C’est une petite afféterie qui vient à la fois de Matthieu Cruciani et de moi, partie d’une interrogation commune sur le souvenir, sur ce qu’est une vie. Ne serait-ce pas un ressassement, une répétition des mêmes émotions, des mêmes chocs ? De la même façon, dans la pièce, il y a différents lieux dont le point commun est une piscine. Est-ce toujours le même lieu ou est-il différent, toute la pièce joue sur cette ambiguïté. On le sait bien le temps spirituel, psychologique n’est pas linéaire. C’est un sujet qui intéresse Matthieu depuis très longtemps, Piscine(s) est une forme de réponse à son invitation, j’ai d’ailleurs crucianisé mon écriture parce que je savais que c’était des zones importantes pour lui.

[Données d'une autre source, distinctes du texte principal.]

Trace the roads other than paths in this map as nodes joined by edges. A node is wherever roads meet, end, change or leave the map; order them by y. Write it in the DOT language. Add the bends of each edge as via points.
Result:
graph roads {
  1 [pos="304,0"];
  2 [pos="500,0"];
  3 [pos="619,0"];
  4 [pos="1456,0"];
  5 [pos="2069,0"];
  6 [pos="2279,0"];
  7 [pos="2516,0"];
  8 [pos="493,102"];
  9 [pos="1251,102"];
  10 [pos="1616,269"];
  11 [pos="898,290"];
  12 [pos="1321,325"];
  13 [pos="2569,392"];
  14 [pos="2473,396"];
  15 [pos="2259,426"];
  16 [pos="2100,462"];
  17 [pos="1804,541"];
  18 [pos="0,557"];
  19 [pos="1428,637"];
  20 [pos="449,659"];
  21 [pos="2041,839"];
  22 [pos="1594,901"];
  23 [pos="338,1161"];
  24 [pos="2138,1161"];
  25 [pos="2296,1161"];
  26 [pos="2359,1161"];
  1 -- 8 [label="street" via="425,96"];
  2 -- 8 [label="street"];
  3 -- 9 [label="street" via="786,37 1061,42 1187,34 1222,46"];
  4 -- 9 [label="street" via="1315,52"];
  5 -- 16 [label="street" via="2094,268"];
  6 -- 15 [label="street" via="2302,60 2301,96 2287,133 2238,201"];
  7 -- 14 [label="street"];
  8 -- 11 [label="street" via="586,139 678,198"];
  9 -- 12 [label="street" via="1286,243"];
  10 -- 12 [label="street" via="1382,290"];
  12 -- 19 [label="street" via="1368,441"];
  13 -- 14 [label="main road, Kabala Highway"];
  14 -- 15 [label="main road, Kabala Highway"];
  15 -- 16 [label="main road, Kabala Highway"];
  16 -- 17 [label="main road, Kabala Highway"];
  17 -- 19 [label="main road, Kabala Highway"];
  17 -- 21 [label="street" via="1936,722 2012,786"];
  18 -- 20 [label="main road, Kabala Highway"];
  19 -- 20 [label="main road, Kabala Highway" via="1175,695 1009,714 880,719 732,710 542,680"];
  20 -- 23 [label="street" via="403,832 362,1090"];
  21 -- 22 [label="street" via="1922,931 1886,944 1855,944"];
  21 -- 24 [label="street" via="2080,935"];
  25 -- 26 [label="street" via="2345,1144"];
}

Il y est question de métamorphoses.
Le sujet le plus frontal, c’est qu’on parle d’une bande de gens, qui sont amis, qui pourraient avoir 30, 40, 50 ans. En l’occurrence, ici ils en ont plutôt 45, et avec Matthieu on s’est toujours dit : « c’est nous ! » Comme classe sociale, comme faits générationnels ou comme faits de société, comme une espèce de moyen terme sociologique de la bourgeoisie.

Ceux qu’on nomme « les bobos » ?
Ah, il faut arrêter avec ce mot, parce qu’il est très péjoratif alors que nous avons voulu faire une pièce critique, autocritique et auto-interrogative. Quel genre d’individus sommes-nous et dans quel monde vivons-nous ?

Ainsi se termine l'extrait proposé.